From the University of Washington School of Medicine
Most physicians treating Medicare patients don’t know how Medicare is evaluating and paying them. When informed, physicians worry Medicare’s approach could encourage physicians to “game the system,” according to a survey and analysis by researchers at UW Medicine in Seattle and the Leonard Davis Institute of Health Economics at the University of Pennsylvania. Their report appears today in Health Affairs.
“We found a significant number of physicians believed that there could be unintended consequences under these pay-for-performance incentives,” said lead author Dr. Joshua Liao, associate medical director for contracting and value-based care at UW Medicine.
He is an assistant professor of medicine in the University of Washington School of Medicine. He also directs the UW Medicine Value and Systems Science Lab, and is an adjunct senior fellow at the Leonard Davis Institute at UPenn.
The study by Liao and colleagues focused on Medicare’s Merit-based Incentive Payment System, or MIPS. Implemented in January 2017, the Merit-based Incentive Payment System is “the most expansive physician pay-for-performance program to date,” the paper notes. This payment system affects many physicians caring for patients in the traditional Medicare program nationwide.
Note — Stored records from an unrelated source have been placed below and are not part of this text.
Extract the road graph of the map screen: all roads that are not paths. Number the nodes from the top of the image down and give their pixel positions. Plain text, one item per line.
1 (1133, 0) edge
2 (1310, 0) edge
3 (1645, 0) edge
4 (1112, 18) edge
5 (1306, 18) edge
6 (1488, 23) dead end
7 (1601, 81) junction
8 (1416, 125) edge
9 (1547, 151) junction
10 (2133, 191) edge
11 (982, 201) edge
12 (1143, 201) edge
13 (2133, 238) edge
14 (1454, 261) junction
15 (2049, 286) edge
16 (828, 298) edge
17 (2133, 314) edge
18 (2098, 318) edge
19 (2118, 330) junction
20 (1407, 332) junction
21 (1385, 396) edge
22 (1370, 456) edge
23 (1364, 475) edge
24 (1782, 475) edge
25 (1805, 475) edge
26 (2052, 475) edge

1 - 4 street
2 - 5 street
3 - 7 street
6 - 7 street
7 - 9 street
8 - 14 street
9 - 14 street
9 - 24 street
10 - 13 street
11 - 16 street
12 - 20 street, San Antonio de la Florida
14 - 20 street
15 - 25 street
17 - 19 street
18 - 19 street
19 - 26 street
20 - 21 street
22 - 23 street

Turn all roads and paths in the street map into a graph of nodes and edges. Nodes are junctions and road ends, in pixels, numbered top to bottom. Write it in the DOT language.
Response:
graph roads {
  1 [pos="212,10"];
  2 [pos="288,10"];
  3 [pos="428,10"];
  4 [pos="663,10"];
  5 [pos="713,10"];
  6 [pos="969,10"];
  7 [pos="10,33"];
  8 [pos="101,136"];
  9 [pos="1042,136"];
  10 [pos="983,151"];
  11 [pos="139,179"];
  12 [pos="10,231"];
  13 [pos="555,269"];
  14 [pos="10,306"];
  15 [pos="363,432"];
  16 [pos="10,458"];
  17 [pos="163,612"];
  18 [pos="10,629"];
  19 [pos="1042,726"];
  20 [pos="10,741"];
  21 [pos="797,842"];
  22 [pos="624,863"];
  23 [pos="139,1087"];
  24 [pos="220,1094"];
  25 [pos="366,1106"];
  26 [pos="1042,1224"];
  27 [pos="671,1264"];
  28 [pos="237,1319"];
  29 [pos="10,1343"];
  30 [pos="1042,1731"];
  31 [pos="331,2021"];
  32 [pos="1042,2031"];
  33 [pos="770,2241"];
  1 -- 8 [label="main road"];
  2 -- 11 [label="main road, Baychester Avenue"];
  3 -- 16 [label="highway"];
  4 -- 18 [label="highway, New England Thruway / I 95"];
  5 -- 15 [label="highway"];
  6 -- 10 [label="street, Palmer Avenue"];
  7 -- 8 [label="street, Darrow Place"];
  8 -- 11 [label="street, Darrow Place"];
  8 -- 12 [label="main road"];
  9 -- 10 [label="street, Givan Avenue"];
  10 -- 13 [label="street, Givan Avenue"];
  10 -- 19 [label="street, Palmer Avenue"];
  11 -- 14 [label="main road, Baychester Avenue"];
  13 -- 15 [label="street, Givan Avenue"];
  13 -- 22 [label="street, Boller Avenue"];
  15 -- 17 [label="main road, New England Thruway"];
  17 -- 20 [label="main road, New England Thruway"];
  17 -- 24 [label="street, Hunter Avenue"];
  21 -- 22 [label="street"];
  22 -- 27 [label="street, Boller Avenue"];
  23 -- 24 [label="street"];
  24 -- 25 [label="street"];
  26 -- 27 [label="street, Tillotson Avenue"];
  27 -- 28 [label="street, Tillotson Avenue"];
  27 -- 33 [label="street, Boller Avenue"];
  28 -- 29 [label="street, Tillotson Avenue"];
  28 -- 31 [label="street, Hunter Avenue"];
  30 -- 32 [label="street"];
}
Through its Merit-based Incentive Payment System, Medicare compensates physicians based on performance in four areas:
- Reporting and performing on clinical quality measures
- Controlling how patients use resources
- Initiating or participating in clinical practice improvements
- Using electronic medical records
The study by Liao and colleagues, surveyed 700 internal medicine physicians around the country.. While most doctors didn’t think the Merit-based Incentive Payment System focus areas were bad concepts, notable numbers also expressed concerned about the policy’s ability to achieve its goal of improving the value of patient care.
Doctors also generally disagreed with how Medicare weighted the four areas.
Liao said of greatest concern is the belief among doctors that Merit-based Incentive Payment System could have negative unintended consequences for patient care:
- 69 percent of respondents said they were concerned physicians might “focus on aspects of care being measured to the detriment of other unmeasured aspects of care.”
- 60 percent of respondents said physicians might “avoid sicker or more medically complex patients to improve performance on quality or utilization measures.”
- More than half the doctors, 56 percent, wondered if physicians might change how they document care in order to provide to improve their scores.
These findings, together with the fact that more than 60 percent of doctors report little to no familiarity with Merit-based Incentive Payment System, create a challenging quandary. Doctors should provide feedback about these concerns to Medicare, but most do not know enough about the policy to perhaps even recognize the need to comment
“These findings indicate there is an immediate and urgent need to continue educating physicians about MIPS requirements,” Liao said. “Medicare should ask doctors what they think because we clearly found many physicians question where MIPS will really improve quality of care.”
Not all doctors, however, have the same awareness about payment reforms. Typically, those who own or run small practices are more aware of and sensitive to policy changes than are doctors who might work for, say, a health care system. Consequently, Liao and colleagues offer advice on how policymakers might target education to different physicians. For example, the education might cover the financial incentives they face in their practices.
These findings could have important implications for patients.
“Patients should be concerned that many doctors may not know how the government is evaluating their practices, and when informed, believe it might change the way they care for patients,” Liao said.
Medicare is a federal health insurance program, with several distinct parts, for people over age 65 and for younger individuals with certain disabilities or chronic illnesses. It is supported through payroll taxes, premiums, interest on its trust fund investments, and other sources. The Centers for Medicaid and Medicare Services run the national program, which started in 1966 under the Social Security Administration.